UNEMPLOYED Paul Rowlands lived the high life thanks to bundles of cash heaped on him by his thieving wife, it was claimed in court.
The 45-year-old bought a Range Rover, Harley Davidson motorbike, holidays abroad, expensive photographic gear and had his credit card bills paid, Swindon Crown Court heard.
But it is claimed the luxury lifestyle was funded from some of the £1.7m his wife Beryl has admitted stealing from Dunbar Bank.
Rowlands, of Yew Tree Cottage, Blunsdon, pleads not guilty to handling just under £35,500 in stolen cash between August 1997 and November 1998.
He also denies dishonestly receiving wrongful credit amounting to some £17,000 between September 1997 and April 2000.
Prosecuting, Michael Hopmeier told how Mrs Rowlands who was jailed last month for four-and-a-half years for theft stole £1.5m in notes from the till at the bank she managed in Sackville Street, London.
Mr Hopmeier said: "It appears that between 1993 and June 2000 Mr Rowlands wasn't working. Amongst other reasons he had pain in his left knee following a number of operations. He wasn't working, so where else was the money coming from?"
He said that Mrs Rowlands' salary rose from £29,000 a year in 1996 to £40,000 in 2000 not enough, he said, to finance her husband's big spending.
He said Mr Rowlands paid £27,000 for a two-year-old Range Rover and police investigators found Mrs Rowlands had stolen cash amounting to £30,00 around the same time.
Mr Hopmeier said: "There is large spending, luxurious spending, and whoever knows where that money came from. The issue is what did the defendant know, not now, but at the time."
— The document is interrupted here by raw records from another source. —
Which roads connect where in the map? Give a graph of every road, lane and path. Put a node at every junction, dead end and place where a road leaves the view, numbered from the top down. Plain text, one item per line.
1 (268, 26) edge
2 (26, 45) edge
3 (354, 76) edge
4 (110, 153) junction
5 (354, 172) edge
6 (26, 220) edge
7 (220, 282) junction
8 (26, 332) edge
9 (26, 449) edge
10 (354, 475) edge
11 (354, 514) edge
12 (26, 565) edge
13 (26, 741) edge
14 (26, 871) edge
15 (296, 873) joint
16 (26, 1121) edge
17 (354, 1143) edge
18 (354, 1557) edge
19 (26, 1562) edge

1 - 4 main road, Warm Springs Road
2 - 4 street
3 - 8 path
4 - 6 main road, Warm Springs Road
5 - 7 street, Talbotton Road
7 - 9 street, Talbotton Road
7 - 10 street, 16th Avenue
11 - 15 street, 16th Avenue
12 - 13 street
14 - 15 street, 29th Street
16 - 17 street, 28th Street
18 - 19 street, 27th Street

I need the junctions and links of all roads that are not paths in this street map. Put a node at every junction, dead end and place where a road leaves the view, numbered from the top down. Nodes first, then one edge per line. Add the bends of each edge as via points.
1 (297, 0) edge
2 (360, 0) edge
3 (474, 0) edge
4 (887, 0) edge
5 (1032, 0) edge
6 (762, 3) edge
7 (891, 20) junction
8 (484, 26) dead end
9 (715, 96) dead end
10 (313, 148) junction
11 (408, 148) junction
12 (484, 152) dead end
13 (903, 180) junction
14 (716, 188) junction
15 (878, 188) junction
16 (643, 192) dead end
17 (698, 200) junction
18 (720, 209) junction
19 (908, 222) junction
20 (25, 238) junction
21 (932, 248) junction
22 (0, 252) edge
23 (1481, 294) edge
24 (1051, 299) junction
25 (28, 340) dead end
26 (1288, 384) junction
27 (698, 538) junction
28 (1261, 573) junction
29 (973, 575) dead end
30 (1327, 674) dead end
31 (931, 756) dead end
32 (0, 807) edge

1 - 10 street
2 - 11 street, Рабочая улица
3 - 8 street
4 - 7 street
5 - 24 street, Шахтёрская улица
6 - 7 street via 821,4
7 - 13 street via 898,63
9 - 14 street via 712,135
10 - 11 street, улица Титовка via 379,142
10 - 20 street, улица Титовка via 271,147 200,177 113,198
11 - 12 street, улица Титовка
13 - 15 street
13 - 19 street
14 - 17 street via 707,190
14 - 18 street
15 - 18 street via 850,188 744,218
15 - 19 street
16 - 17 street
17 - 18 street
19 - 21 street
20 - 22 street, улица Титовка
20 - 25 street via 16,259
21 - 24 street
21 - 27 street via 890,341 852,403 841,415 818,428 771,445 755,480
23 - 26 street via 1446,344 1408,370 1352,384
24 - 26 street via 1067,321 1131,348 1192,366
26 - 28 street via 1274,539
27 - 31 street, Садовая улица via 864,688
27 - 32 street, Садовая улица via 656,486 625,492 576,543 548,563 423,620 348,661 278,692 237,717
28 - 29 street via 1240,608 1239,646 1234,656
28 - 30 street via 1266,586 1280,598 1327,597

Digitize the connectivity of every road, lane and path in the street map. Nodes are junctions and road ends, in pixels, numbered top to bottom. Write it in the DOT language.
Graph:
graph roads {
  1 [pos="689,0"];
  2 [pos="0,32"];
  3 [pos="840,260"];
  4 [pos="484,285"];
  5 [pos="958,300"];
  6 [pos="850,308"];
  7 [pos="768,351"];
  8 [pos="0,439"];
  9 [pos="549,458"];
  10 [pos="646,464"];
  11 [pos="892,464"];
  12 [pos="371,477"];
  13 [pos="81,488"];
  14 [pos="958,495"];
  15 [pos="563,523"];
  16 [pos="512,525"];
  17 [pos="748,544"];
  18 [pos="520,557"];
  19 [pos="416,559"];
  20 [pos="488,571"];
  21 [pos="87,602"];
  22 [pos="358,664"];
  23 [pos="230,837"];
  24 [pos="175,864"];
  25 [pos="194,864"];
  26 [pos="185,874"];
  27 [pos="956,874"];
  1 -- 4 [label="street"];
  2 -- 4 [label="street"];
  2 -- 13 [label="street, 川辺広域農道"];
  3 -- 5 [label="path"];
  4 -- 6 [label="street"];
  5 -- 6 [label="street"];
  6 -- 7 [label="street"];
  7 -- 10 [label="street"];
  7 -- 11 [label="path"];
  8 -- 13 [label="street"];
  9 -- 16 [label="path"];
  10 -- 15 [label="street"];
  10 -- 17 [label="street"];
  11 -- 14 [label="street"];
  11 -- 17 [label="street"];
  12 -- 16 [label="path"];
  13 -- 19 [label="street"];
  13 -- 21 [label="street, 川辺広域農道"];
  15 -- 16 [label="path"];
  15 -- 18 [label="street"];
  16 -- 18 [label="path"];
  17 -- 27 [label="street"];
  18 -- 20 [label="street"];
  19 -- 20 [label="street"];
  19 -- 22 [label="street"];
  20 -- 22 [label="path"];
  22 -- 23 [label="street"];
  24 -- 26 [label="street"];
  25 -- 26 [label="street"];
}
Dunbar Bank accountant William Coombe confirmed to the court that he investigated Mrs Rowlands' theft and found she had stolen a total of £1.775 million.
He explained how she ran a sophisticated scam in which she would debit Dunbar Bank money to pay off certain credit card company bills.
Stephen Matthews, a salesman for Land Rover centre TH White, of Wootton Bassett, told the jury how he accepted £27,000 in cash from Paul Rowlands in payment for an N-registered Range Rover, which was paid in notes from a money bag.
"I was paid in cash, as in bank notes," he said. "Occasionally we get people who pay £5,000, £10,000 or £15,000 but when someone pulled nearly £27,000 out of their coat pocket you don't forget that."